Der 35-jährige Dahlin leitete die 2009 gegründete Nichtregierungsorganisation "Chinese Urgent Action Working Group", die Rechtsanwälte weiterbildet und Rechtshilfe leistet. Chinas Staatsmedien berichteten nun, der Schwede und die von ihm geleitete NGO hätten die "Sicherheit des Staates" gefährdet. Dahlin und seine Mitarbeiter seien in China "eingeschleust" worden von "feindlichen westlichen Kräften", um Chinas Führung zu schaden und "Chinas Image in der Welt zu zerstören". Michael Caster, ein Mitarbeiter der NGO, nannte die Anschuldigungen "grundlos" und sprach von einem "offensichtlich erzwungenen Geständnis".

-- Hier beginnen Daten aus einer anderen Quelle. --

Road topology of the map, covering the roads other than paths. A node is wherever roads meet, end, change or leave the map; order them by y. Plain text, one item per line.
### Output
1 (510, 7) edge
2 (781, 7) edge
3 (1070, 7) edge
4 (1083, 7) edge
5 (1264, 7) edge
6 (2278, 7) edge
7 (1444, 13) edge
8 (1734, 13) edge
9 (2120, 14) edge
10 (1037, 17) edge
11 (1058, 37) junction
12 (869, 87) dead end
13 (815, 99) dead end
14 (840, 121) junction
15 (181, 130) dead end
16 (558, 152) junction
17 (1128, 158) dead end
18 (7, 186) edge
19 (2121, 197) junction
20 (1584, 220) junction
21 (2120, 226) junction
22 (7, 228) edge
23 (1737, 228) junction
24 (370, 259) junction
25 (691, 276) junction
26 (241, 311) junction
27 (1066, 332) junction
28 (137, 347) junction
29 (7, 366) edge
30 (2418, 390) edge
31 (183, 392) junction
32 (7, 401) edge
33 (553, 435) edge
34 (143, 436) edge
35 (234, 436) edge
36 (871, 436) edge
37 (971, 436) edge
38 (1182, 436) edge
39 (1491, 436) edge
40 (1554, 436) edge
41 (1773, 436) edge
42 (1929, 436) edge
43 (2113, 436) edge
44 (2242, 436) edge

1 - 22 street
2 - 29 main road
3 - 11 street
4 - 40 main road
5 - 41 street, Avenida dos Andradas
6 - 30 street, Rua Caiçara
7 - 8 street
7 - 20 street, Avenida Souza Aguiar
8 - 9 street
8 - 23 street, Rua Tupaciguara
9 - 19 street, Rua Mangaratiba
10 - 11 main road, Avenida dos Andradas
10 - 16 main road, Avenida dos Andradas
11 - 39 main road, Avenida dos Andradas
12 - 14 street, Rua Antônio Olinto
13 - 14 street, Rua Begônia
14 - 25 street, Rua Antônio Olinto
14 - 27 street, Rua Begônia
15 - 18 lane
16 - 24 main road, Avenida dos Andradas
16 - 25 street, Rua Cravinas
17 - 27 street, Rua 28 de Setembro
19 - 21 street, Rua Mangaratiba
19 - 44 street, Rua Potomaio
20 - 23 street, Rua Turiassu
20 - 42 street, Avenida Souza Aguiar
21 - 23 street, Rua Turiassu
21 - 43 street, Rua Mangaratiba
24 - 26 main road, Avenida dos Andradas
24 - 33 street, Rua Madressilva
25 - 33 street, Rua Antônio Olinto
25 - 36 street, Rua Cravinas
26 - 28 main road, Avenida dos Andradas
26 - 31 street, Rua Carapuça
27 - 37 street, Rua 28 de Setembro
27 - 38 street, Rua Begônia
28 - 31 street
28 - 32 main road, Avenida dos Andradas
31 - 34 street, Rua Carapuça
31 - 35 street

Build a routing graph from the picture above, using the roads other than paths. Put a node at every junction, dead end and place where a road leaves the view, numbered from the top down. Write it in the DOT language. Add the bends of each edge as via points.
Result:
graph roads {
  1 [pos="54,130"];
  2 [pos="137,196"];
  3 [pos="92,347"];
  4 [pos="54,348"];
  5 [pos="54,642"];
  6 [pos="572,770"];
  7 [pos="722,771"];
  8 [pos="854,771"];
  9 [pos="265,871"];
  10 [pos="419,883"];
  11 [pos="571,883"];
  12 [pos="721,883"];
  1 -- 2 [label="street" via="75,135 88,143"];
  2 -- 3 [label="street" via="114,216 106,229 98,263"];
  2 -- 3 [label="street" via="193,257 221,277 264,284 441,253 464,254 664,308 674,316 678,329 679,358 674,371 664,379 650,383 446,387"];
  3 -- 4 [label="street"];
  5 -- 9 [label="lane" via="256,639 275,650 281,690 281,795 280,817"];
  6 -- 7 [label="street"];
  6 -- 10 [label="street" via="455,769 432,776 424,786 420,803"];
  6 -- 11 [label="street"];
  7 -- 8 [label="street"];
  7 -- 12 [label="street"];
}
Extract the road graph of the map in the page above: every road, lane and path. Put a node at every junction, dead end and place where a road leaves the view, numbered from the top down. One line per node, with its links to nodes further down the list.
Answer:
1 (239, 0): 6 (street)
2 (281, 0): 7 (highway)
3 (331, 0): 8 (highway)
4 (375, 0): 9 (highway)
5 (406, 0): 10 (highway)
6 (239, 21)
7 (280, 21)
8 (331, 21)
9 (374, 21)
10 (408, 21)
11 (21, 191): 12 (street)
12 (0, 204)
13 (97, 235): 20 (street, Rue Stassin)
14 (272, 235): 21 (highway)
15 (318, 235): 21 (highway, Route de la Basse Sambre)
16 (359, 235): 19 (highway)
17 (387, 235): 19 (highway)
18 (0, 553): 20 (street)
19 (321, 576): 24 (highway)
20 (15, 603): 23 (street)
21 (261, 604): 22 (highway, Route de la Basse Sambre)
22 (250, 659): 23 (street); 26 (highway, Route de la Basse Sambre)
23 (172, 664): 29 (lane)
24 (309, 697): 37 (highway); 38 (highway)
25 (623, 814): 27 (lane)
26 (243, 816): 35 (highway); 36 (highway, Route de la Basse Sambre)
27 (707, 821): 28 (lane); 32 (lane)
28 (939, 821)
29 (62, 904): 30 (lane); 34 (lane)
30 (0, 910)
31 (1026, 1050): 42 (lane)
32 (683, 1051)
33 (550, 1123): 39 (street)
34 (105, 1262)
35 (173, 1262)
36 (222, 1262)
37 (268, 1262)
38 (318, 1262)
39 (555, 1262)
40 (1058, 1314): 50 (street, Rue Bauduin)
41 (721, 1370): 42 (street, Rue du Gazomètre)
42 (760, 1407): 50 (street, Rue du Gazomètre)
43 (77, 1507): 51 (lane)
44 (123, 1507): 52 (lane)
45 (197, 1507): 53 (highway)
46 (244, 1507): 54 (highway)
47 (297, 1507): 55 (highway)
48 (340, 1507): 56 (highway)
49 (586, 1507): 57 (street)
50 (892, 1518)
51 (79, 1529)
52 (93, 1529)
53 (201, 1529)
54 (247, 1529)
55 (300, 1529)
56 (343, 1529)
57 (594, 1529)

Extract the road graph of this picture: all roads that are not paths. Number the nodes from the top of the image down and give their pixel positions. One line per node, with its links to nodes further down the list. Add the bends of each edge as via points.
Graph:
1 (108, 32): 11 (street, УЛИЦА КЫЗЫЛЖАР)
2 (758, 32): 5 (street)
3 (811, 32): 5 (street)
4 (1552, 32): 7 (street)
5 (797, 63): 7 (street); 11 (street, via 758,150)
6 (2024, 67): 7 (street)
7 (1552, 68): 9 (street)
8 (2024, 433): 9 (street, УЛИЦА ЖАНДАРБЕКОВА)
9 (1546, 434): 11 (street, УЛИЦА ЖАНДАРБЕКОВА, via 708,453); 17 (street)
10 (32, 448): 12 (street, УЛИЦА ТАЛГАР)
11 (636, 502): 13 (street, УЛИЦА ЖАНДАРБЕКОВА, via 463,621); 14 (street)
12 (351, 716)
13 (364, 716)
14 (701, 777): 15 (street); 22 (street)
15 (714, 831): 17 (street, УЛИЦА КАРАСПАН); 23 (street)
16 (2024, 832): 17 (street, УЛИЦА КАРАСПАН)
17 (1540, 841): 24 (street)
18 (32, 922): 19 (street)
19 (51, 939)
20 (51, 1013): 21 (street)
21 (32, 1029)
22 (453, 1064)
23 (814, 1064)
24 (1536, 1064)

Das Vorgehen gegen den Schweden und seine NGO kommt zu einer Zeit, da Chinas Regierung gleich an zwei Fronten die Unterdrückung verschärft. Zum einen läuft seit Sommer eine Kampagne gegen prominente Bürgerrechtsanwälte, die über Nacht zu Staatsfeinden erklärt wurden. Fünf von ihnen wurden soeben wegen "Subversion" angeklagt, eine Anklage, die ihre Verteidiger und Familien schockierte. Im Visier des Sicherheitsapparates war vor allem die Fengrui-Kanzlei in Peking, viele der Fengrui-Anwälte sitzen seit dem Sommer im Gefängnis. Einer von ihnen, Wang Quanzhang, war der Gründungspartner von Peter Dahlin.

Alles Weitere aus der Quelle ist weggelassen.